SOLO UNO STRUMENTO PER AUMENTARE CONSENSI SALENDO SUL CARRO DEL VINCITORE

Matteo Salvini è diventato europeista. Il leader della Lega, con una serie di giravolte che gli hanno permesso di atterrare direttamente sul governo di Mario Draghi ancor prima che questo si formi, ha cambiato idea su un paio di questioni negli ultimi giorni. Temi a cui il Carroccio deve anche la propria fortuna politica, dalle posizioni sovraniste nei confronti dell’Europa, allo scetticismo verso l’euro, fino al cavallo di battaglia del contrasto all’immigrazione.
Ora Salvini, in un’opera di   trasformazione camaleontica, sembrerebbe però deciso a smussare alcune delle sue posizioni in modo da riuscire a incastrarsi in un esecutivo guidato dall’ex governatore della Bce. Governo che, come hanno detto tutti i partiti al termine delle consultazione, vedrà  il proprio primo pilastro in una cornice fortemente europeista.

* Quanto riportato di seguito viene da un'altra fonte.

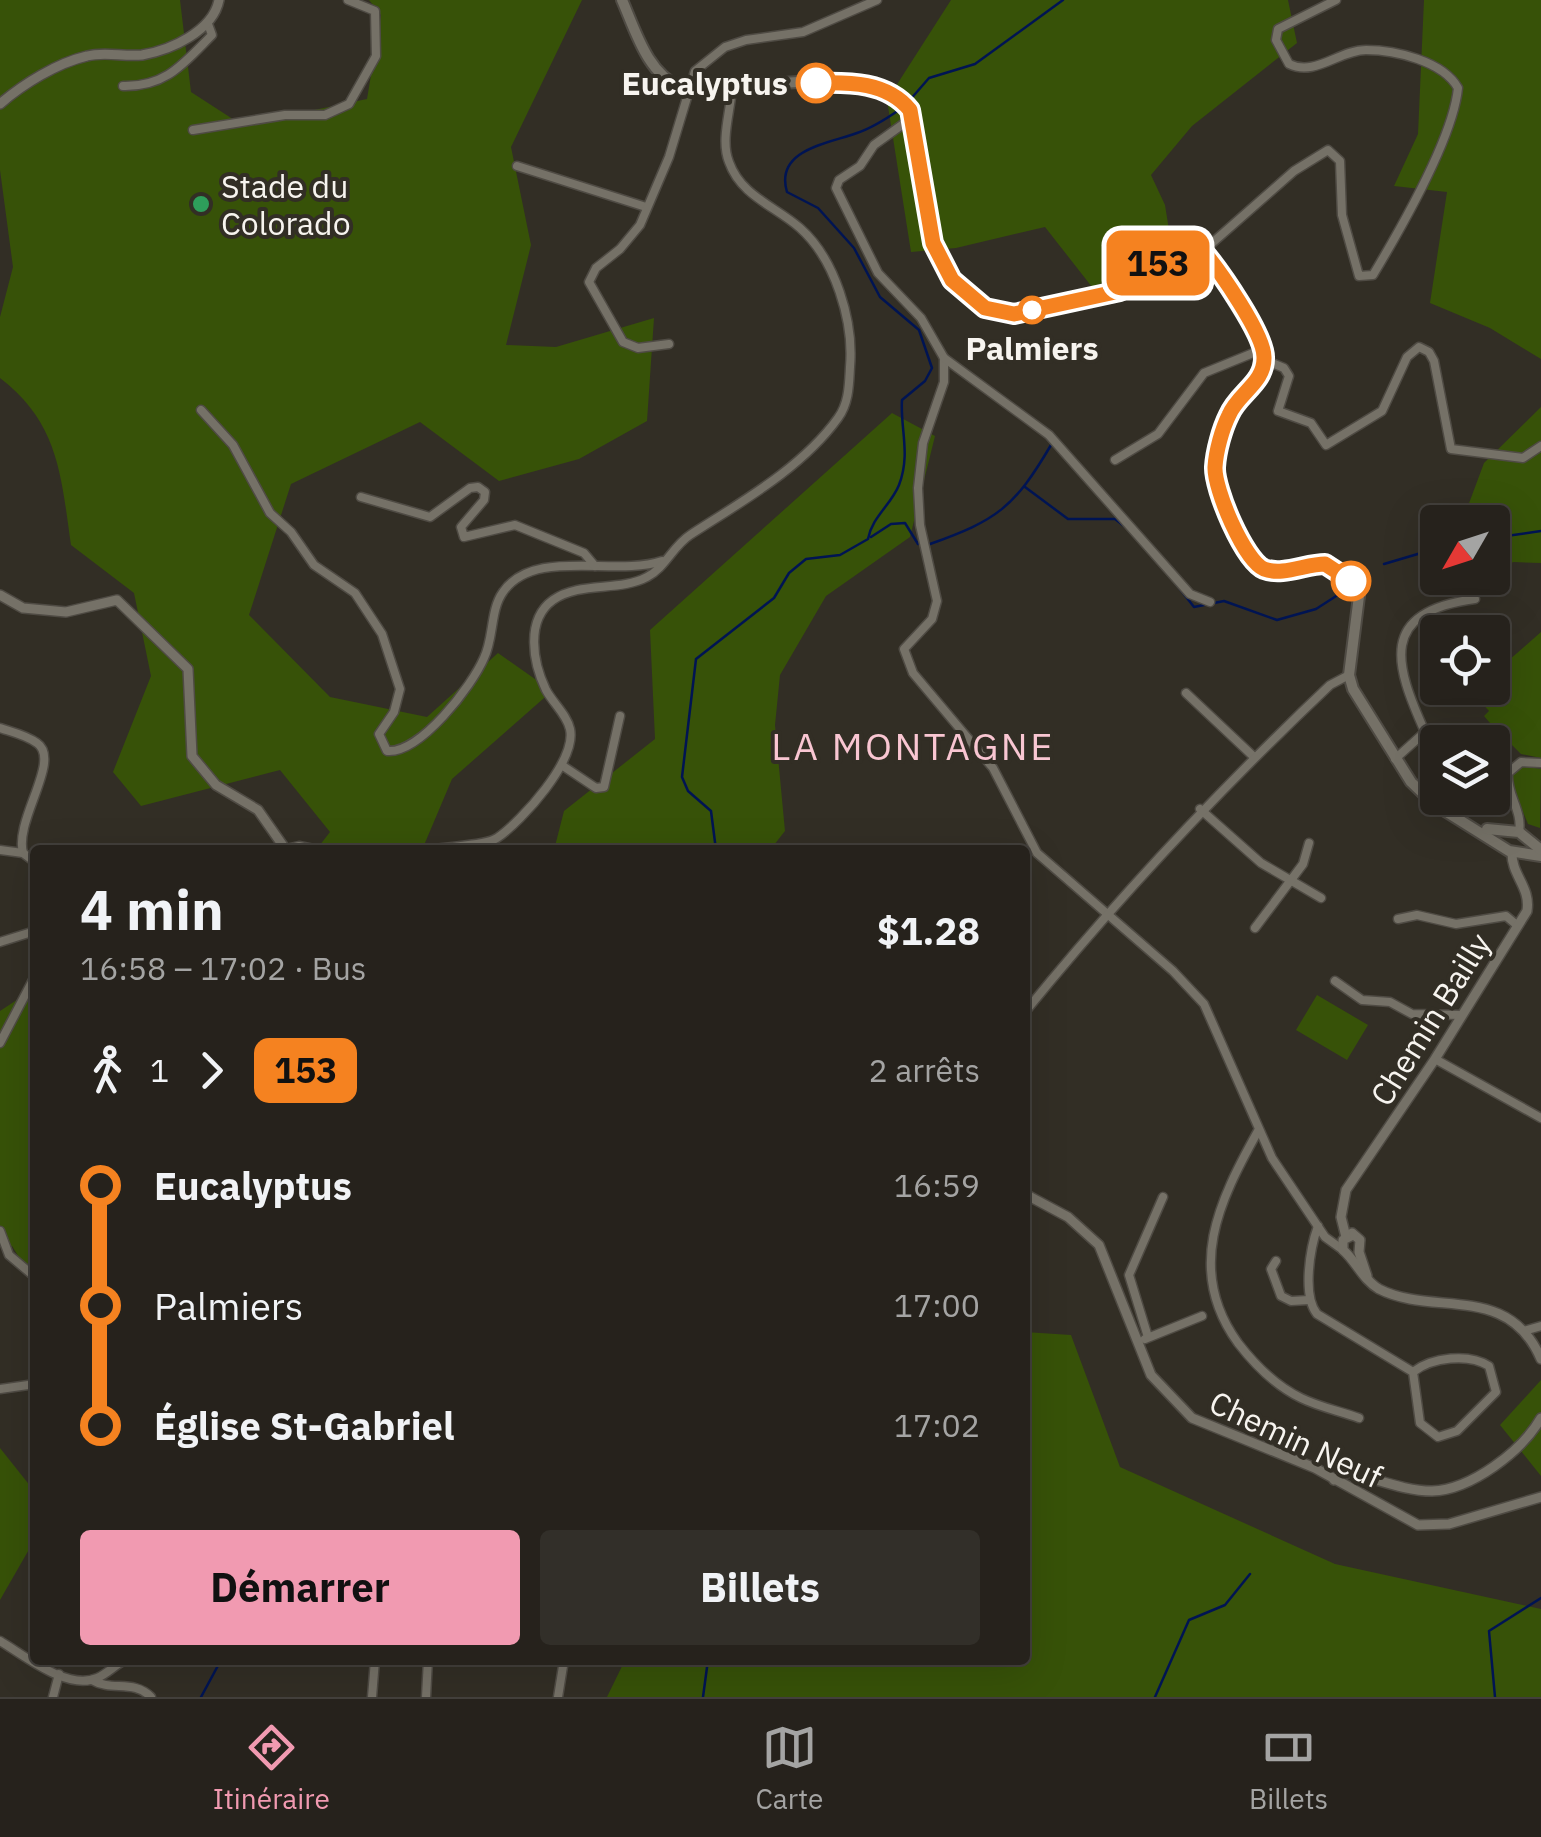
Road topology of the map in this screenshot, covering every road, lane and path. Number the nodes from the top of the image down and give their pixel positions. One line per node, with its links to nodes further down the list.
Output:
1 (220, 0): 6 (street)
2 (348, 0): 12 (street)
3 (622, 0): 9 (main road)
4 (877, 0): 9 (street)
5 (1336, 0): 15 (street)
6 (208, 24): 7 (street); 10 (street)
7 (123, 86)
8 (732, 87): 9 (main road); 11 (main road); 23 (street)
9 (686, 89): 14 (street)
10 (0, 104)
11 (912, 114): 15 (main road); 18 (street)
12 (193, 130)
13 (517, 166): 14 (street)
14 (646, 207): 16 (street)
15 (1203, 251): 17 (main road)
16 (669, 344)
17 (1264, 354): 20 (street); 21 (street); 28 (main road)
18 (944, 358): 27 (street); 49 (street)
19 (201, 410): 24 (street)
20 (1541, 446)
21 (1115, 460)
22 (361, 497): 24 (street)
23 (665, 560): 24 (street); 35 (street)
24 (596, 566)
25 (0, 595): 40 (street)
26 (1474, 599): 33 (street)
27 (1210, 602)
28 (1349, 675): 32 (street); 33 (main road)
29 (1186, 693): 32 (street)
30 (620, 716): 35 (street)
31 (0, 728): 44 (street)
32 (1254, 757): 36 (street)
33 (1396, 759): 37 (main road)
34 (1541, 763): 38 (street)
35 (563, 766): 41 (street)
36 (1200, 809): 47 (street); 49 (street)
37 (1476, 827): 38 (main road); 43 (main road)
38 (1518, 835): 43 (main road); 43 (main road); 45 (main road)
39 (1309, 843): 47 (street)
40 (282, 845)
41 (458, 845)
42 (0, 850): 44 (street)
43 (1513, 850): 45 (main road); 51 (street, Chemin Bailly)
44 (23, 853): 46 (street)
45 (1541, 853)
46 (30, 858)
47 (1291, 881): 48 (street); 52 (street)
48 (1321, 898)
49 (1105, 912): 57 (street); 62 (street)
50 (1398, 919): 51 (street)
51 (1518, 926): 58 (street, Chemin Bailly)
52 (1255, 928)
53 (30, 933): 54 (street)
54 (0, 942)
55 (1335, 981): 58 (street)
56 (30, 986): 59 (street)
57 (1030, 1006)
58 (1462, 1015): 60 (street, Chemin Bailly)
59 (0, 1043)
60 (1436, 1059): 61 (street); 67 (street, Chemin Bailly)
61 (1541, 1118)
62 (1258, 1130): 65 (street); 79 (street)
63 (1030, 1197): 74 (street, Chemin Neuf)
64 (1163, 1197): 74 (street)
65 (1318, 1226): 67 (street); 70 (street)
66 (0, 1231): 69 (street)
67 (1349, 1245): 73 (street, Chemin Bailly)
68 (1276, 1260): 70 (street)
69 (30, 1274)
70 (1310, 1300): 76 (street)
71 (1202, 1316): 74 (street)
72 (1541, 1326): 73 (street)
73 (1524, 1331): 75 (street)
74 (1144, 1339): 81 (street, Chemin Neuf)
75 (1541, 1359)
76 (1413, 1372): 76 (street)
77 (30, 1385): 78 (street)
78 (0, 1390)
79 (1359, 1418)
80 (1541, 1418): 81 (street)
81 (1334, 1480): 82 (street, Chemin Neuf)
82 (1541, 1497)
83 (0, 1640): 84 (street)
84 (30, 1657)
85 (43, 1665): 90 (street)
86 (116, 1665): 91 (street)
87 (375, 1665): 94 (street)
88 (428, 1665): 95 (street)
89 (563, 1665): 96 (street)
90 (59, 1674): 91 (street); 92 (street)
91 (92, 1680): 93 (street)
92 (53, 1697)
93 (151, 1697)
94 (372, 1697)
95 (426, 1697)
96 (558, 1697)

Fino a qualche mese fa sarebbe parso impossibile pensare a un governo di matrice europeista sostenuto da Salvini. Che lo scorso aprile, nel pieno della pandemia di coronavirus, descriveva l’Europa parlando di “fame, morte e sacrificio”, dicendo di essere anche pronto a “salutare, se serve, senza nemmeno ringraziare”. Del resto, in Europa la Lega detiene la presidenza del gruppo Identità  e democrazia, formato da un miscuglio di nazionalismo, sovranismo ed euroscetticisimo.
L’operazione di chirurgia estetica fatta dalla Lega nelle ultime ore, però, non può nascondere totalmente l’opportunismo di questa decisione.
Cambiare casacca e unirsi ai sostenitori di Mario Draghi è l’unico modo che ha Salvini in questo momento per mettere mano ai 209 miliardi del Recovery Plan e (soprattutto) per non trovarsi alla prossima tornata elettorale ad affrontare un asse giallorosso rafforzato dall’esperienza di governo con l’uomo su cui gran parte dell’elettorato, compreso quello di Forza Italia, sembra convergere.
Ci sono una serie di indizi che mostrano le ultime dichiarazioni di Salvini sull’Europa per quello che sono: uno strumento politico di chi coglie l’opportunità  di aumentare i propri consensi e balzare sul carro del vincitore.
Partiamo dall’affermazione sull’Europa. Al termine del secondo giro di consultazioni, Salvini, giustificando l’inaspettata svolta europeista, ha detto:”A me interessa sì stare in Europa, ma per difendere gli interessi italiani. Come i tedeschi difendono il loro interesse, noi vogliamo stare in governo che non svende i nostri interessi in Europa. Non per sovranismo, ma per buonsenso”.
Difficile però pensare di appartenere a una comunità , perchè questo è l’Unione europea, solamente per fare i propri interessi personali. Se è questa l’idea di europeismo di Salvini, è chiaro che è legata alle circostanze politiche di questo preciso momento, ma nulla di più. La Lega è e rimane un partito sovranista.
L’altro grande tema su cui Salvini ha cambiato retorica è quello dell’immigrazione. Le politiche messe in campo dal leader della Lega quando era ministro dell’Interno chiaramente non potrebbero mai esistere in seno a una maggioranza dove siedono il Partito democratico (che nel programma presentato alle consultazioni chiede la cancellazione della Bossi-Fini e l’introduzione dello ius culturae) e dagli altri partiti di sinistra.
Allora Salvini si è affrettato a rassicurare: “Sull’immigrazione noi chiediamo che ci sia una gestione di tipo europeo, con un modello di buona gestione e contrasto al traffico di esseri umani”.
Peccato però che in Europa la Lega spesso e volentieri si sia rifiutata di sedersi ai tavoli in cui si discuteva del Regolamento di Dublino (assenza sulla quale Salvini si è rifiutato di commentare in passato) e che nessuna norma europea comprenda stalli in mare e respingimenti.